图6 显示了不同冻结方式的手抓羊肉解冻后T2弛豫特性的变化。与对照组相比，冻结样品的不易流动水和自由水对应的弛豫时间T21和T22均发生了不同程度的右移（弛豫时间延长）。T21和T22右移程度表现为-18 ℃冻结〉-40 ℃冻结〉-80 ℃冻结。在冻结过程中，巨大的细胞外冰晶会破坏肌肉组织的物理结构。Isabel 等[36]也发现了类似的结果，他们发现随着冻结温度的降低，鳕鱼肌肉的T21显著增加。在冻结过程中，巨大的细胞外冰晶会破坏肌肉组织的物理结构。肉解冻后，受损的肌原纤维难以重新吸收细胞外空间中的融化水，从而导致部分固定水转化为自由水。在本研究中，-80 ℃冻结对肌肉纤维的损伤最小，因为它们的冰晶较小且分布均匀，因此，T21比-40 ℃冻结和-18 ℃冻结短。Renou 等[37]研究表明，弛豫时间与猪肉的品质特征之间存在关系，他们证实T2弛豫时间较长的肌肉样品具有较高的解冻损失。与-40 ℃冻结和-18 ℃冻结样品相比，-80 ℃冻结样品中的自由水流动性较低，与肌肉组织的结合更紧密，从而减少了解冻损失，这与前文解冻损失率的结果一致。
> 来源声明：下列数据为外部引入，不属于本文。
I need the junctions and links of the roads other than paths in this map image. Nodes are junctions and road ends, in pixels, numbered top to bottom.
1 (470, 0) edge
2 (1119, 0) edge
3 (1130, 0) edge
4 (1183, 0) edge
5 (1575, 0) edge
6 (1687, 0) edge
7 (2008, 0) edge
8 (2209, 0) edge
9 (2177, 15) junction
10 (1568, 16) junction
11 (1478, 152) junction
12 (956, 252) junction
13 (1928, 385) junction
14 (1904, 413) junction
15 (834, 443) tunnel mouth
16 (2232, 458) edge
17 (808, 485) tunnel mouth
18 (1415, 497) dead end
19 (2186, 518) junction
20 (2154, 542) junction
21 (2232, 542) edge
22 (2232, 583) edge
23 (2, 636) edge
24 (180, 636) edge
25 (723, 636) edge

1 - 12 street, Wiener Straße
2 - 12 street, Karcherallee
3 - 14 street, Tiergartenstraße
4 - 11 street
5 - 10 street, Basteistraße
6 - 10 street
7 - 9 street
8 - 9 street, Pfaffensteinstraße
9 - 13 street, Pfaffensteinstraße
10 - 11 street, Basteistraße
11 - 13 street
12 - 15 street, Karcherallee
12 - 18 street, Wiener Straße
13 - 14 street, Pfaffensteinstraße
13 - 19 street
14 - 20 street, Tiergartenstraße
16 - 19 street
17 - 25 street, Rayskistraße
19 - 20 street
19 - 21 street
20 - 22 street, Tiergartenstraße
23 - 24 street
图6 不同冻结方式手抓羊肉水分弛豫时间变化Fig.6 Changes in the water transverse relaxation time of hand grab mutton with different freezing methods

2）不同冻结方式手抓羊肉各形态水占比的变化 不同冻结方式手抓羊肉LF-NMR T2图谱各状态水分占比（M2b、M21、M22）的变化如表3 所示。

表3 不同冻结方式手抓羊肉各状态水占比的变化Table 3 Changes in the percentages of water in various forms of hand grab mutton with different freezing methods

3 种冻结方式中，冻结速率高的样品不易流动水占比M21显著高于低速率冻结（P〈0.05），表明高速率冻结样品解冻后可以结合更多的不易流动水。手抓羊肉M2b变化不显著（P〉0.05），这是因为结合水与大分子物质结合紧密[31]。此外，冻结速率高的样品具有更低的自由水占比M22（P〈0.05），这可能是由于羊肉内部冰晶融化，水分流失加快，表面湿润，对羊肉内部水分损失具有促进作用，这可以用于解释前文中低速率冻结手抓羊肉具有更高的解冻损失率的结论。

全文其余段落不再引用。